Using double-materiality reporting though, the company would also likely report on how its own activities - like frequent air travel - are having an environmental impact, leading to changed conditions in the countries you are visiting.
- Streamline your data processes: Make sure you have data processes in place to be able to get all the sustainability information you need for reporting. This is a great time to automate data collection everywhere you can. Having reliable automated data ready to plug-in to your upcoming report will ease the transition and save you a lot of time and resources.
"Those companies that are required to report according to the CSRD, will likely request information from their suppliers. For example, in order to be able to comply with the reporting requirements. So, this is likely to trickle down into the supply chain. Not immediately to all companies - but it will first hit the first-tier suppliers from large companies. And then they themselves may have to request information from their own suppliers."
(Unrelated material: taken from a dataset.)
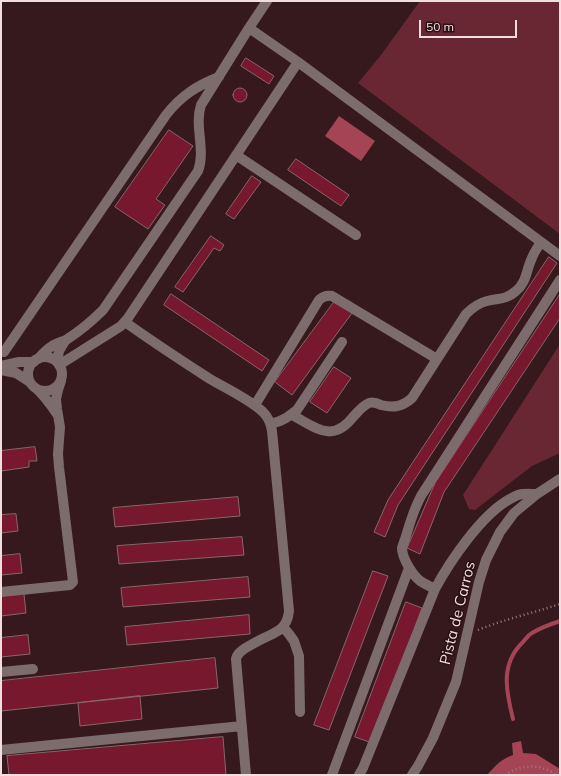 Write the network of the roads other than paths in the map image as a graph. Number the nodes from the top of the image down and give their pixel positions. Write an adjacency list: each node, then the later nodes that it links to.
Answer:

Alain Deckers, Head of the European Commission’s Corporate Reporting Unit
Keep an eye out, even if you’re not affected yet
While you may not be in-scope for the CSRD right now, staying ahead of the curve is key. A smart move for any company is to keep a close eye on EU frameworks and regulations, as they are usually a great predictor for company reporting and accountability worldwide. That said, regulations like the CSRD will likely also boost investor expectations, regardless of whether you’re required to report as extensively as the companies in-scope for the CSRD.
Suppliers in the value chain will be affected as well
The CSRD rules dictate that organizations must now take responsibility for all of their upstream suppliers. For the companies in-scope for the CSRD who have extensive value chains, this will have a direct impact on their suppliers as well.
In practice this means that companies have to request their tier 1 suppliers (suppliers you directly conduct business with) to perform environmental footprint measurements of their products. This is called a ‘product footprint’, which can then be included in the main CSRD-compliant company’s own reporting.
This is not surprising, since a company's impact hotspots are often found in it's value chain. In fact, companies' supply chains often account for more than 90 percent of their greenhouse gas (GHG) emissions, according to the EPA.